L’intimée fait essentiellement valoir que :
Sur le prêt de 132.160 euros :
— le contrat de prêt n’a pas été conclu puisque la deuxième page de la notification d’accord du prêt de la Caisse d’Epargne en date du 24 mars 2009, dont la production a été omise par les époux X, subordonne la conclusion définitive du crédit à certaines conditions suspensives:
1) la prise des garanties stipulées dans le contrat. Or la garantie de la SACCEF (organisme de caution devant garantir le remboursement du prêt), a été refusée notamment parce que Monsieur X était gérant d’une société en redressement ou liquidation judiciaire
2) la réalisation des formalités contractuelles. Or aucune convention de prêt signée par l’ensemble des parties s’agissant de ce prétendu prêt 132 160 € n’est fournie.
Sur le prêt de 15.150 euros :
— les époux X ont obtenu de la Caisse d’Epargne, suivant offre préalable de crédit acceptée et non rétractée du 4 avril 2009, un prêt personnel de 15 150 € à l’origine du versement.
— les références et le montant du versement opéré sur le compte de Monsieur X correspondent sans le moindre doute au second prêt souscrit par les époux X.
— la Caisse d’Epargne a envoyé aux époux X deux mises en demeure, du 20 mars 2010 puis 22 avril 2010 d’avoir à rembourser ce crédit.
— subsidiairement, sur la nullité du prêt, il ne peut être exclu qu’il s’agit bien de l’écriture de Monsieur X sur l’offre préalable de crédit puisque des similitudes de calligraphie par rapport à d’anciens documents ont été trouvées entre les mentions « Bon pour acceptation » et « Lu et approuvé ».

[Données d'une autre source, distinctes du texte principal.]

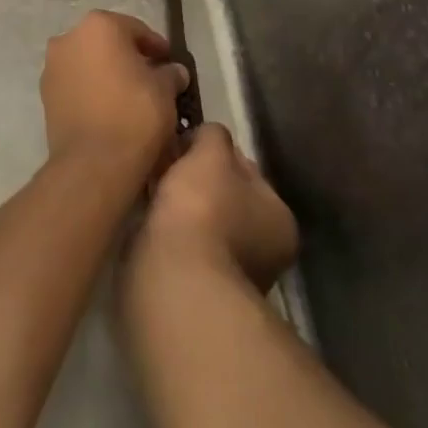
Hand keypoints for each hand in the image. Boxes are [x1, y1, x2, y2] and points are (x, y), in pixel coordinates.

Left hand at [41, 10, 189, 182]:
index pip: (135, 29)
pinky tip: (109, 108)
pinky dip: (91, 89)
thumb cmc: (134, 114)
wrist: (93, 162)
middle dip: (128, 57)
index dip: (156, 47)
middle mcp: (68, 38)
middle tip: (151, 78)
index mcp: (99, 25)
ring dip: (107, 73)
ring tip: (130, 96)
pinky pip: (75, 84)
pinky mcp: (44, 95)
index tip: (169, 63)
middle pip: (107, 42)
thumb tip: (174, 71)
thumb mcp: (165, 90)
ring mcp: (52, 66)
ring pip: (88, 62)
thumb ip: (170, 73)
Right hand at [133, 123, 298, 290]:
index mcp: (279, 218)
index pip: (247, 170)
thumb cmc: (203, 210)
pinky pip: (182, 248)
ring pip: (202, 225)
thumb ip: (213, 136)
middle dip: (197, 183)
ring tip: (149, 191)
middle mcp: (264, 252)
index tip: (183, 143)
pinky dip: (167, 235)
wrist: (174, 280)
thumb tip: (206, 135)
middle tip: (163, 165)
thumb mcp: (211, 154)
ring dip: (180, 211)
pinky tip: (147, 223)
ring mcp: (232, 277)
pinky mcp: (198, 292)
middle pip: (225, 199)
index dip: (215, 151)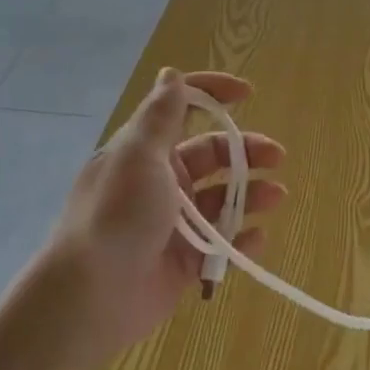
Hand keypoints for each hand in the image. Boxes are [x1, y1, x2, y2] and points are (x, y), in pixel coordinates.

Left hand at [35, 68, 286, 358]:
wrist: (92, 295)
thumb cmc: (117, 214)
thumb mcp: (139, 156)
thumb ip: (161, 117)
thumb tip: (170, 73)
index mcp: (146, 152)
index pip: (182, 110)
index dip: (213, 95)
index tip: (247, 93)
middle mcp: (161, 182)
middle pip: (213, 156)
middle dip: (246, 151)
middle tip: (277, 157)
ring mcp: (175, 223)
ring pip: (222, 200)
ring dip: (251, 194)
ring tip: (276, 196)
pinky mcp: (184, 261)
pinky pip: (221, 245)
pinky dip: (241, 241)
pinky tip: (256, 240)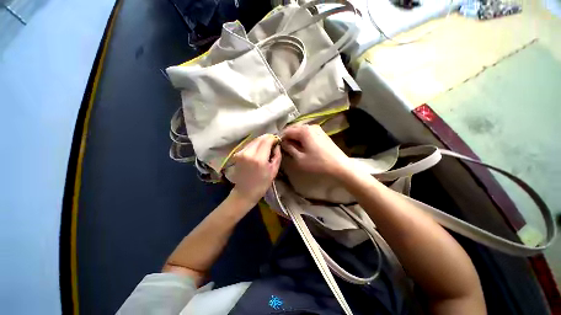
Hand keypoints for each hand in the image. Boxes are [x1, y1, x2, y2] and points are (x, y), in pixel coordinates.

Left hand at [229, 134, 281, 206]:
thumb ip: (277, 155)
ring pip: (253, 140)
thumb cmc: (262, 184)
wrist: (244, 192)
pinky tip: (258, 151)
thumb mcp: (274, 170)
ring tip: (266, 147)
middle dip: (267, 138)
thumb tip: (277, 145)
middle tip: (273, 143)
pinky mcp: (237, 154)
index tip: (277, 140)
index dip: (273, 138)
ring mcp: (241, 153)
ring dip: (261, 141)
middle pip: (259, 138)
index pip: (267, 140)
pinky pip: (248, 145)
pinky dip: (255, 145)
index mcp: (259, 158)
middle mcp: (248, 153)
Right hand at [281, 125, 350, 177]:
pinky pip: (307, 132)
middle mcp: (310, 126)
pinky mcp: (321, 133)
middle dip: (288, 137)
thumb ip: (289, 148)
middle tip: (285, 148)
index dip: (281, 138)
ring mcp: (317, 128)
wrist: (339, 165)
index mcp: (304, 130)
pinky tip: (303, 146)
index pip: (287, 131)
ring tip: (293, 148)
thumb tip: (283, 142)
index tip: (278, 146)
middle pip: (294, 129)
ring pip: (300, 130)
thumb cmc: (318, 163)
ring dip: (295, 137)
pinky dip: (302, 138)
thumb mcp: (299, 158)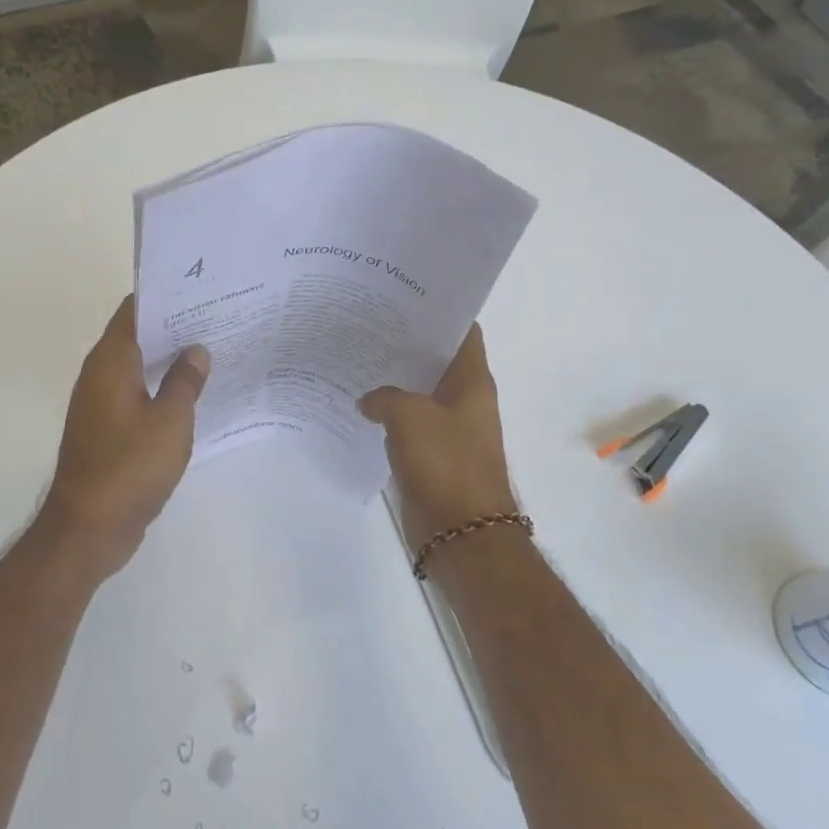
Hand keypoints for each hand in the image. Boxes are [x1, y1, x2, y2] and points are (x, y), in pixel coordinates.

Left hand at [43, 296, 209, 582]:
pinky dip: (160, 389)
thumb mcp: (171, 421)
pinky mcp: (106, 430)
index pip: (134, 310)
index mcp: (110, 362)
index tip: (200, 289)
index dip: (165, 295)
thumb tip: (196, 350)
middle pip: (137, 337)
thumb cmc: (130, 467)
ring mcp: (100, 404)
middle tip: (217, 318)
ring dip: (168, 360)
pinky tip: (192, 395)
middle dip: (173, 327)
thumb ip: (185, 381)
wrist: (89, 527)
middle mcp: (99, 375)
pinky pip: (136, 396)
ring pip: (137, 368)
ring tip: (212, 352)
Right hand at [359, 325, 517, 542]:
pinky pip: (407, 424)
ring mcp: (449, 429)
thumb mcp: (410, 416)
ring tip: (356, 357)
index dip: (438, 310)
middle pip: (435, 360)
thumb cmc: (445, 464)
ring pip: (418, 393)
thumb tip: (368, 400)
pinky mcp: (431, 454)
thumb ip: (384, 396)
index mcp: (472, 382)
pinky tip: (358, 404)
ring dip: (393, 380)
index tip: (403, 296)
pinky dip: (387, 414)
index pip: (462, 331)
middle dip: (405, 343)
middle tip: (366, 323)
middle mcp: (464, 400)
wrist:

— l’inscription au fichier des incidents de paiement n’est que la conséquence du refus de remboursement, conséquence dont les époux X ont été avertis par mise en demeure.
MOTIFS de la DECISION
D’une part, la notification de l’accord de prêt en date du 24 mars 2009 compte deux pages . Sur la première, il est mentionné en garantie : caution sté caution sté (convention) et sur la seconde, il est précisé que la mise en place de ce financement n’interviendra qu’après la réalisation des formalités contractuelles et la prise des garanties stipulées dans le contrat qui vous sera prochainement soumis. Or, le 29 mai 2009, l’organisme qui devait accorder la caution, mentionnée en garantie, a émis un avis défavorable en raison de la procédure collective ouverte à l’égard de la société dont M. C X était le gérant. Dès lors, comme l’a jugé le tribunal de grande instance, dans la décision du 1er juillet 2013, le contrat de prêt dont M. C X et Mme G H, épouse X, demandent l’exécution n’a pas existé.
D’autre part, M. C X et Mme G H, épouse X, contestent avoir sollicité un prêt à la consommation d’un montant de 15 150 euros et sollicitent une vérification d’écritures.
Après examen des documents produits par les appelants et par l’intimée, il apparaît que les signatures de M. C X et Mme G H, épouse X, présentent plusieurs versions avec des similitudes entre chacune d’elles, permettant ainsi de retenir qu’ils ont bien signé les pièces relatives au prêt à la consommation. En particulier, il apparaît que l’offre préalable de prêt du 4 avril 2009 a été non seulement signée, mais paraphée sur chacune des pages, avec la mention bon pour acceptation, au-dessus de chaque signature, mention présentant des similitudes tant avec l’écriture de M. C X en comparaison avec la demande de clôture d’un plan d’épargne logement qu’avec celle de Mme G H, épouse X, en comparaison avec le specimen d’écriture versé aux débats par elle .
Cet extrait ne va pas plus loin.